La pâleur de la mort est sur votre visage,
Seigneur. — D’un noir souci votre esprit occupé
Méconnaît-il ma voix ? — De quel sombre nuage
Les rêves de la nuit l’ont-ils enveloppé ?

FRANK.

Fatigué de la route et du bruit de la guerre,
Ce matin de mon camp je me suis écarté :
J’avais soif ; mon cheval marchait dans la poussière,
Et sur le bord d’un puits je me suis arrêté.
J’ai trouvé sur un banc une femme endormie,
Une pauvre laitière, une enfant de quinze ans,
Que je connais, Gunther. Sa mère est mon amie.
J’ai passé de beaux jours chez ces bons paysans.

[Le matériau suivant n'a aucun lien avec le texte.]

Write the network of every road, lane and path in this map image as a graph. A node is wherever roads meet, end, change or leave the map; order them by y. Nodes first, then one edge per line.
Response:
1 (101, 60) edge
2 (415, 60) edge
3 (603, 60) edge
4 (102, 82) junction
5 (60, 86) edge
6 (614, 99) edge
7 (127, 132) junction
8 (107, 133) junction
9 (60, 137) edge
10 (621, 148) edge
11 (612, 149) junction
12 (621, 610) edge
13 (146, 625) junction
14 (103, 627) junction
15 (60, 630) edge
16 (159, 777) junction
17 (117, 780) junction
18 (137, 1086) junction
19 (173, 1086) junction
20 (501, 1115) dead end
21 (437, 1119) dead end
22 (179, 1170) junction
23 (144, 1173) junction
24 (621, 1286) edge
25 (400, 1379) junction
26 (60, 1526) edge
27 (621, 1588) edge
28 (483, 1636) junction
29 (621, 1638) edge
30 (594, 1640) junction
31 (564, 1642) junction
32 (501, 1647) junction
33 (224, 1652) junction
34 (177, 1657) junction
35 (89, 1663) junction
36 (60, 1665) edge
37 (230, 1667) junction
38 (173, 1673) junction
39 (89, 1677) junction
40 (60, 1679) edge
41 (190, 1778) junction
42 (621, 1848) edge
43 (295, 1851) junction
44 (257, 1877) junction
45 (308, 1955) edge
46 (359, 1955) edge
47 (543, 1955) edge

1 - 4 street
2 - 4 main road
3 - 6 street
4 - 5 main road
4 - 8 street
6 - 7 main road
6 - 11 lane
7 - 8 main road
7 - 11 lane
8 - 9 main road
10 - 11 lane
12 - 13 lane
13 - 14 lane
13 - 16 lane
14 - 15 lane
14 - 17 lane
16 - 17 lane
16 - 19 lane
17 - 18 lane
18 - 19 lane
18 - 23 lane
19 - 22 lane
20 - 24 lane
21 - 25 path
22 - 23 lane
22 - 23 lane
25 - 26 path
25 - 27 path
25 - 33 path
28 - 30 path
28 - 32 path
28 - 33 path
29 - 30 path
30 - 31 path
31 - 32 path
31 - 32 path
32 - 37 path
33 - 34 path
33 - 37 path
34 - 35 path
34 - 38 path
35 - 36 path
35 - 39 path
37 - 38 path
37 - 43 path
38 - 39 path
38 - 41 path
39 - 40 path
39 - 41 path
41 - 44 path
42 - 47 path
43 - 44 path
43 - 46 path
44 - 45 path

Le cher ange dormait les lèvres demi-closes. —
(Les lèvres des enfants s’ouvrent, comme les roses,
Au souffle de la nuit.) — Ses petits bras lassés
Avaient dans son panier roulé les mains ouvertes.
D’herbes et d’églantine elles étaient couvertes.
De quel rêve enfantin ses sens étaient bercés,
Je l’ignore. On eût dit qu’en tombant sur sa couche,
Elle avait à moitié laissé quelque chanson
Qui revenait encor voltiger sur sa bouche,
Comme un oiseau léger sur la fleur d’un buisson.
Nous étions seuls. — J’ai pris ses deux mains dans les miennes,
Je me suis incliné, — sans l’éveiller pourtant. —
Ô Gunther ! J’ai posé mes lèvres sur les siennes,
Et puis je suis parti, pleurant comme un enfant.